Later, floating on his back in the infinity pool, Marcus stared up at the bruised purple sky. The water cradled him like an amniotic fluid, everything weightless and muffled beneath the surface. For a moment, he could almost forget that his marriage was over, that his father was dead, that he'd been promoted to a position that required eighty-hour weeks and a soul he wasn't sure he possessed anymore.

"You look like a zombie," a woman's voice said from the pool's edge.

Marcus tilted his head back. It was Sarah from HR, holding two glasses of wine. Her mascara had run slightly, giving her the appearance of someone who'd been crying—or perhaps sweating in the humid tropical air.

"Feel like one too," he said, treading water. "What gave me away?"

"The thousand-yard stare during the team-building exercises. The way you check your phone like it's a bomb that might detonate." She sat on the edge, dipping her feet into the water. "My therapist calls it emotional disassociation. I call it being thirty-five in corporate America."

Marcus swam to the edge and pulled himself up, water streaming from his body. The iPhone on the nearby table lit up with another notification. He didn't look.

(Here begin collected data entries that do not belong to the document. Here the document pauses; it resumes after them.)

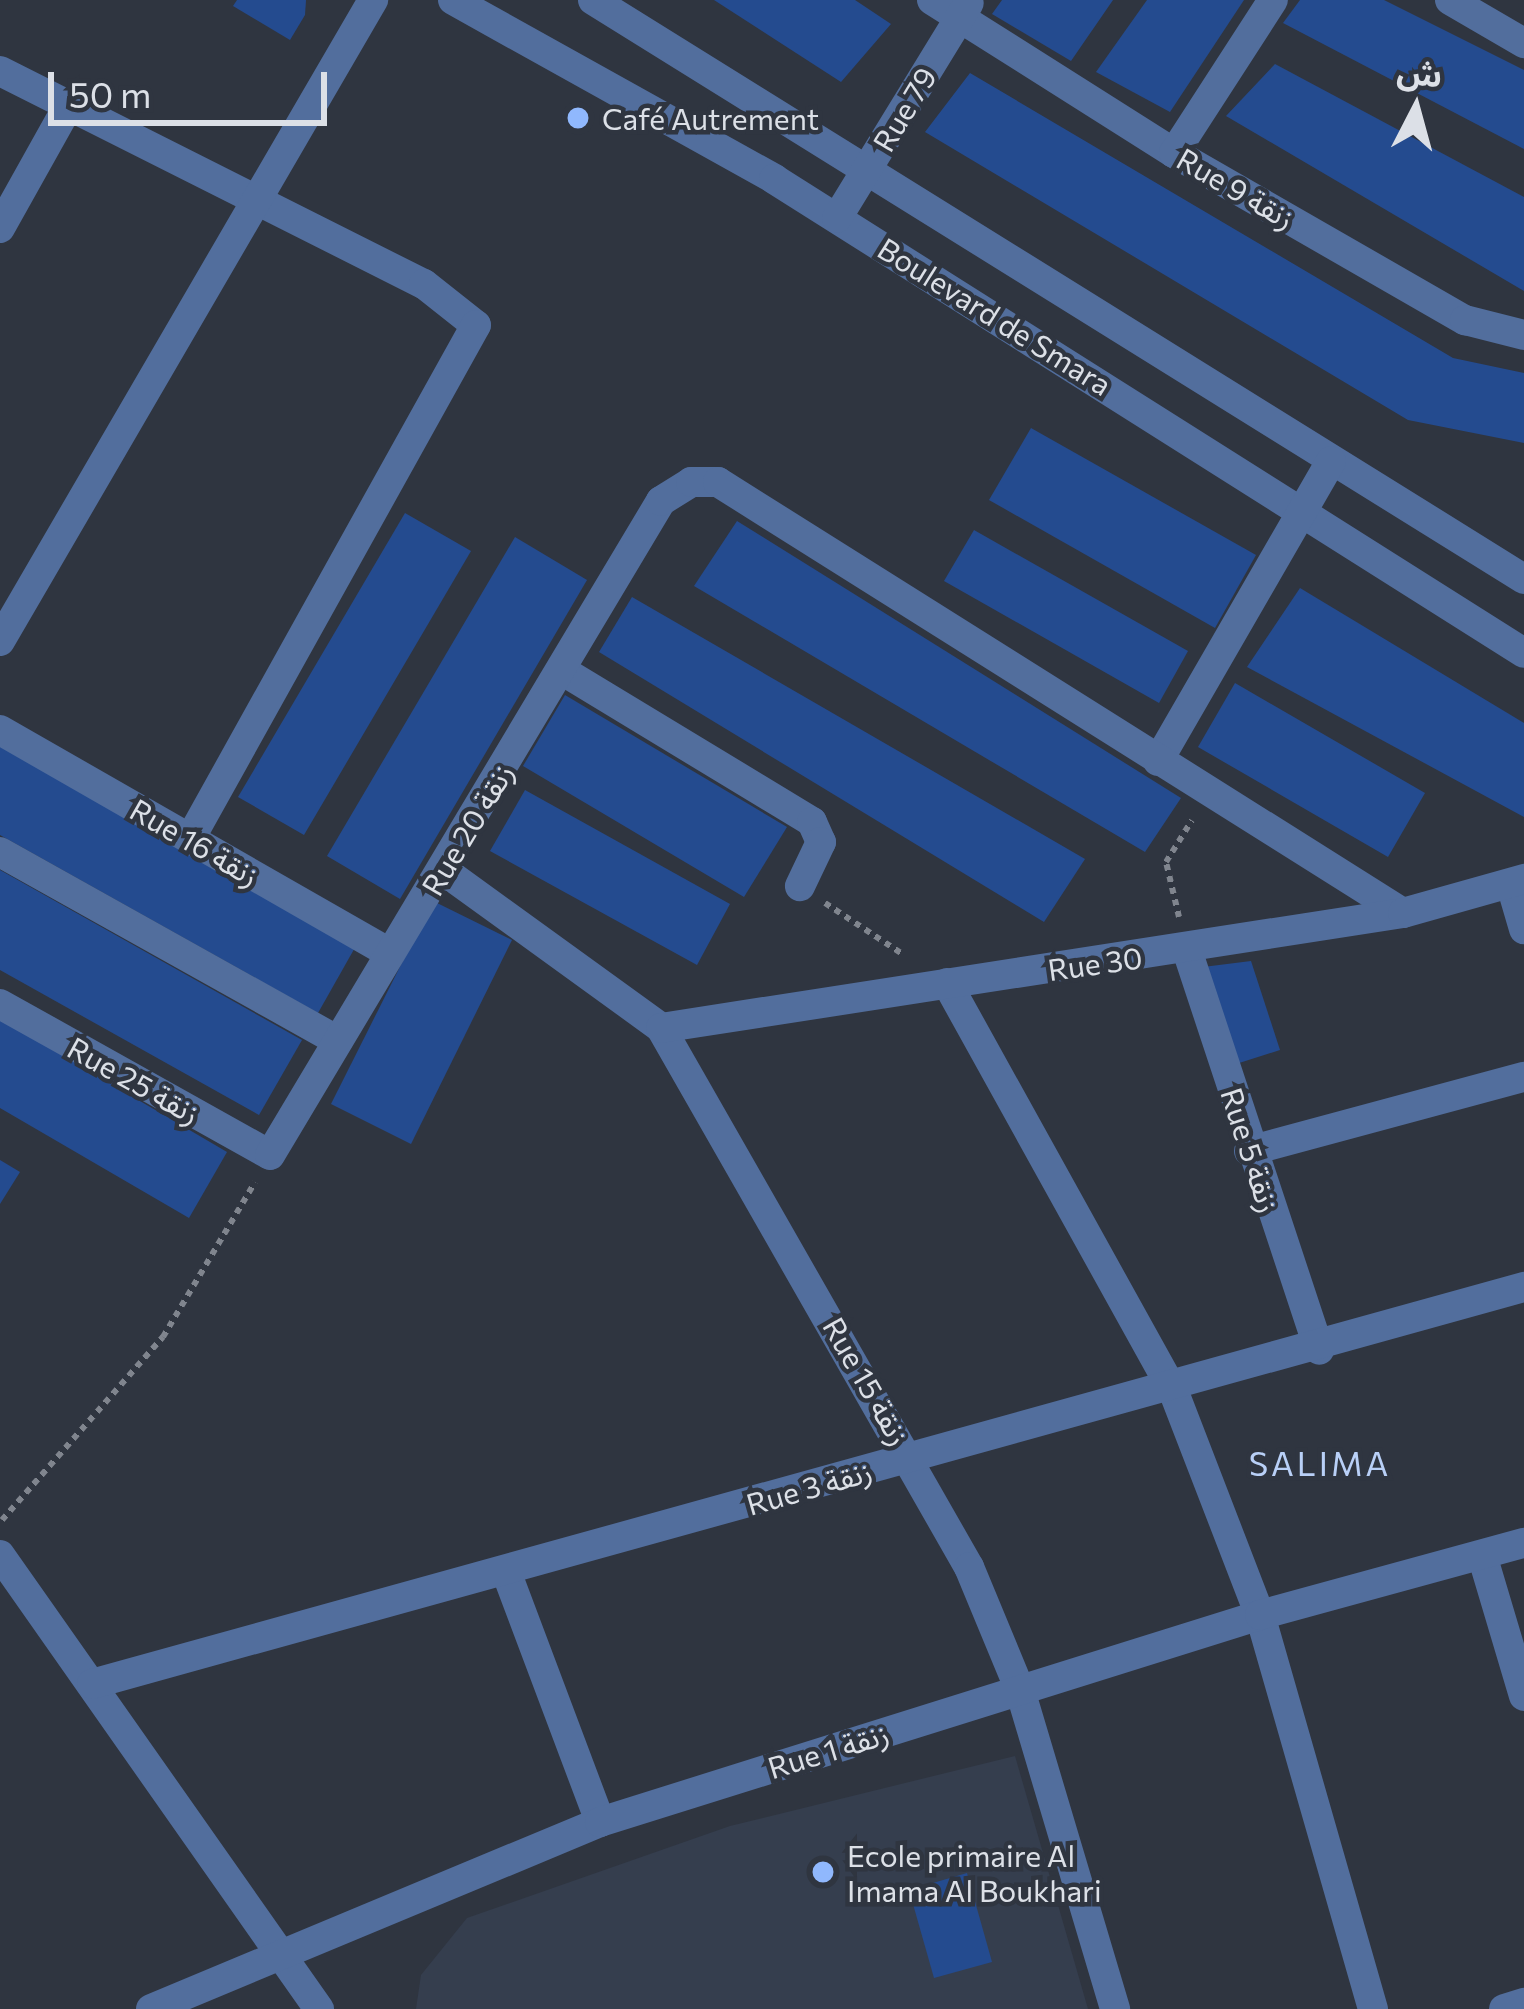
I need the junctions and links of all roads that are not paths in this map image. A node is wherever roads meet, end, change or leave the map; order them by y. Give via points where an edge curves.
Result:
1 (373, 0) edge
2 (453, 0) edge
3 (593, 0) edge
4 (932, 0) edge
5 (1273, 0) edge
6 (1450, 0) edge
7 (965, 9) edge
8 (1524, 43) edge
9 (0, 71) edge
10 (66, 110) junction
11 (1174, 153) junction
12 (867, 171) junction
13 (256, 202) junction
14 (837, 218) junction
15 (0, 228) edge
16 (1524, 335) edge
17 (1331, 461) junction
18 (1306, 511) junction
19 (1524, 579) edge
20 (0, 641) edge
21 (1524, 653) edge
22 (563, 670) junction
23 (0, 730) edge
24 (1158, 761) junction
25 (190, 839) junction
26 (0, 852) edge
27 (443, 870) junction
28 (1518, 884) edge
29 (800, 886) road end
30 (1403, 913) junction
31 (1524, 929) edge
32 (1187, 950) junction
33 (390, 953) junction
34 (946, 983) junction
35 (0, 1004) edge
36 (661, 1028) junction
37 (338, 1041) junction
38 (1524, 1077) edge
39 (1250, 1151) junction
40 (269, 1155) joint
41 (1524, 1287) edge
42 (1318, 1349) junction
43 (1173, 1390) junction
44 (912, 1457) junction
45 (1524, 1543) edge
46 (0, 1555) edge
47 (1482, 1556) junction
48 (507, 1574) junction
49 (1260, 1615) junction
50 (92, 1684) junction
51 (1021, 1690) junction
52 (1524, 1696) edge
53 (600, 1822) junction
54 (282, 1951) junction
55 (1524, 2003) edge
56 (151, 2009) edge
57 (319, 2009) edge
58 (1115, 2009) edge
59 (1373, 2009) edge
60 (1504, 2009) edge

1 - 13 street
2 - 14 street, Boulevard de Smara
3 - 12 street, Boulevard de Smara
4 - 7 street, Rue 9 زنقة
5 - 11 street
6 - 8 street
7 - 11 street, Rue 9 زنقة
7 - 12 street, Rue 79
9 - 10 street
10 - 13 street
10 - 15 street
11 - 16 street, Rue 9 زنقة via 1466,320
12 - 14 street, Rue 79
12 - 17 street, Boulevard de Smara
13 - 20 street
13 - 25 street via 424,284 476,325
14 - 18 street, Boulevard de Smara
17 - 18 street
17 - 19 street, Boulevard de Smara
18 - 21 street, Boulevard de Smara
18 - 24 street
22 - 24 street, Rue 20 زنقة via 661,501 691,482 718,482
22 - 27 street, Rue 20 زنقة
22 - 29 street via 812,822 821,842
23 - 25 street, Rue 16 زنقة
24 - 30 street
25 - 33 street, Rue 16 زنقة
26 - 37 street
27 - 33 street, Rue 20 زنقة
27 - 36 street, Rue 15 زنقة
28 - 30 street, Rue 30
28 - 31 street
30 - 32 street, Rue 30
32 - 34 street, Rue 30
32 - 39 street, Rue 5 زنقة
33 - 37 street, Rue 20 زنقة
34 - 36 street, Rue 30
34 - 43 street
35 - 40 street, Rue 25 زنقة
36 - 44 street, Rue 15 زنقة
37 - 40 street, Rue 20 زنقة
38 - 39 street
39 - 42 street, Rue 5 زنقة
41 - 42 street, Rue 3 زنقة
42 - 43 street, Rue 3 زنقة
43 - 44 street, Rue 3 زنقة
43 - 49 street
44 - 48 street, Rue 3 زنقة
44 - 51 street, Rue 15 زنقة
45 - 47 street, Rue 1 زنقة
46 - 50 street
47 - 49 street, Rue 1 زنقة
47 - 52 street
48 - 50 street, Rue 3 زنقة
48 - 53 street
49 - 51 street, Rue 1 زنقة
49 - 59 street
50 - 54 street
51 - 53 street, Rue 1 زنقة
51 - 58 street, Rue 15 زنقة
53 - 54 street, Rue 1 زنقة
54 - 56 street, Rue 1 زنقة
54 - 57 street
55 - 60 street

"My father died Tuesday," Marcus said, the words leaving his mouth before he could stop them. "And my wife left me Wednesday. Friday, I got on a plane for this fucking retreat."

Sarah's expression softened. She extended one of the wine glasses toward him.

"We're all zombies, Marcus. Some of us are just better at applying moisturizer."

He took the glass, their fingers brushing. In the distance, he could hear the rhythmic *thwack* of padel games continuing, the artificial cheerfulness of corporate team building pressed against the reality that none of them were really living at all.